(Collected data entries)
*** Block opens ***

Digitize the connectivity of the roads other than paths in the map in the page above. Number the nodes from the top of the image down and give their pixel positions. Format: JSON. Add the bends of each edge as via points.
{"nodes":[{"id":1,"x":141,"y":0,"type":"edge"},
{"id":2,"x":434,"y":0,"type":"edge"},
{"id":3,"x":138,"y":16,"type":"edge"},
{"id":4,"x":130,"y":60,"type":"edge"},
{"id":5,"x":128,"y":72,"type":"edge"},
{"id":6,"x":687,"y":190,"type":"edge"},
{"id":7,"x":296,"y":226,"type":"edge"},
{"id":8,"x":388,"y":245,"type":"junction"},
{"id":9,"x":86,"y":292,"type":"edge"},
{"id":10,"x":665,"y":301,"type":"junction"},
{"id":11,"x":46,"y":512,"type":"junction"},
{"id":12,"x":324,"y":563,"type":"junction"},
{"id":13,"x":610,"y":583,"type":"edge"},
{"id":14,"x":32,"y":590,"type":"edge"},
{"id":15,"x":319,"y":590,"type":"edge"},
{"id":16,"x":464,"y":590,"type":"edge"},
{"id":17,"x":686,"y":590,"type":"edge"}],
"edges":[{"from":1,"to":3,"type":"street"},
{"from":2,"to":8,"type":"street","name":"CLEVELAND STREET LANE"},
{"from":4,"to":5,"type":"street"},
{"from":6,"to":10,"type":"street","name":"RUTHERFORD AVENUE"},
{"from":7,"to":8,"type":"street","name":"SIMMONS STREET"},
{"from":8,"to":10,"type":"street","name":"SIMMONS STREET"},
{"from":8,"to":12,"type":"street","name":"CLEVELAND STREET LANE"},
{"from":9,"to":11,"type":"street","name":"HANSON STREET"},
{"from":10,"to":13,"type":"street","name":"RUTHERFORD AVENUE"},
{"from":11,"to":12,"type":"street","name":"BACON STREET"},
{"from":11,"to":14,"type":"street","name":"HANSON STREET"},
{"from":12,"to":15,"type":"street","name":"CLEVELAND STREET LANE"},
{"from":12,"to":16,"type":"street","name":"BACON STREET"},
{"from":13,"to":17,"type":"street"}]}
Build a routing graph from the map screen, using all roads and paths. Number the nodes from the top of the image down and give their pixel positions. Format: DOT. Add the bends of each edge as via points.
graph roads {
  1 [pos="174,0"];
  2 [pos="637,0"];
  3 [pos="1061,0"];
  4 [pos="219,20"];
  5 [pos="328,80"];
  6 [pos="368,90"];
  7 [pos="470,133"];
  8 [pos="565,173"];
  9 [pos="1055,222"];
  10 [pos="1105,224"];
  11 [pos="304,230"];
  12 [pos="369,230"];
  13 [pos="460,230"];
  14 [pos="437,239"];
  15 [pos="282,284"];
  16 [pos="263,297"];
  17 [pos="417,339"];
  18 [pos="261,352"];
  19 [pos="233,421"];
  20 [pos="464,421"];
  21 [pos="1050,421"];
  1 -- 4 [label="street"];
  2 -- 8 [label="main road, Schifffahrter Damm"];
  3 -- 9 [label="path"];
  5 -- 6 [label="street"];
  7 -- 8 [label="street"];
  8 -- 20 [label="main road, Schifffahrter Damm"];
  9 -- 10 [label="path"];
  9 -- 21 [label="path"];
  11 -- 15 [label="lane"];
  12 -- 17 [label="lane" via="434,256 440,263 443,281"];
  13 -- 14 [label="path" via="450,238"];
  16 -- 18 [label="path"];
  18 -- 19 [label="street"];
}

*** Block closes ***

[TASK TO COMPLETE]:
Transcribe the data in full, keeping every character.

[TASK SOLUTION]:
Digitize the connectivity of the roads other than paths in the map in the page above. Number the nodes from the top of the image down and give their pixel positions. Format: JSON. Add the bends of each edge as via points.
{"nodes":[{"id":1,"x":141,"y":0,"type":"edge"},
{"id":2,"x":434,"y":0,"type":"edge"},
{"id":3,"x":138,"y":16,"type":"edge"},
{"id":4,"x":130,"y":60,"type":"edge"},
{"id":5,"x":128,"y":72,"type":"edge"},
{"id":6,"x":687,"y":190,"type":"edge"},
{"id":7,"x":296,"y":226,"type":"edge"},
{"id":8,"x":388,"y":245,"type":"junction"},
{"id":9,"x":86,"y":292,"type":"edge"},
{"id":10,"x":665,"y":301,"type":"junction"},
{"id":11,"x":46,"y":512,"type":"junction"},
{"id":12,"x":324,"y":563,"type":"junction"},
{"id":13,"x":610,"y":583,"type":"edge"},
{"id":14,"x":32,"y":590,"type":"edge"},
{"id":15,"x":319,"y":590,"type":"edge"},
{"id":16,"x":464,"y":590,"type":"edge"},
{"id":17,"x":686,"y":590,"type":"edge"}],
"edges":[{"from":1,"to":3,"type":"street"},
{"from":2,"to":8,"type":"street","name":"CLEVELAND STREET LANE"},
{"from":4,"to":5,"type":"street"},
{"from":6,"to":10,"type":"street","name":"RUTHERFORD AVENUE"},
{"from":7,"to":8,"type":"street","name":"SIMMONS STREET"},
{"from":8,"to":10,"type":"street","name":"SIMMONS STREET"},
{"from":8,"to":12,"type":"street","name":"CLEVELAND STREET LANE"},
{"from":9,"to":11,"type":"street","name":"HANSON STREET"},
{"from":10,"to":13,"type":"street","name":"RUTHERFORD AVENUE"},
{"from":11,"to":12,"type":"street","name":"BACON STREET"},
{"from":11,"to":14,"type":"street","name":"HANSON STREET"},
{"from":12,"to":15,"type":"street","name":"CLEVELAND STREET LANE"},
{"from":12,"to":16,"type":"street","name":"BACON STREET"},
{"from":13,"to":17,"type":"street"}]}
Build a routing graph from the map screen, using all roads and paths. Number the nodes from the top of the image down and give their pixel positions. Format: DOT. Add the bends of each edge as via points.
graph roads {
  1 [pos="174,0"];
  2 [pos="637,0"];
  3 [pos="1061,0"];
  4 [pos="219,20"];
  5 [pos="328,80"];
  6 [pos="368,90"];
  7 [pos="470,133"];
  8 [pos="565,173"];
  9 [pos="1055,222"];
  10 [pos="1105,224"];
  11 [pos="304,230"];
  12 [pos="369,230"];
  13 [pos="460,230"];
  14 [pos="437,239"];
  15 [pos="282,284"];
  16 [pos="263,297"];
  17 [pos="417,339"];
  18 [pos="261,352"];
  19 [pos="233,421"];
  20 [pos="464,421"];
  21 [pos="1050,421"];
  1 -- 4 [label="street"];
  2 -- 8 [label="main road, Schifffahrter Damm"];
  3 -- 9 [label="path"];
  5 -- 6 [label="street"];
  7 -- 8 [label="street"];
  8 -- 20 [label="main road, Schifffahrter Damm"];
  9 -- 10 [label="path"];
  9 -- 21 [label="path"];
  11 -- 15 [label="lane"];
  12 -- 17 [label="lane" via="434,256 440,263 443,281"];
  13 -- 14 [label="path" via="450,238"];
  16 -- 18 [label="path"];
  18 -- 19 [label="street"];
}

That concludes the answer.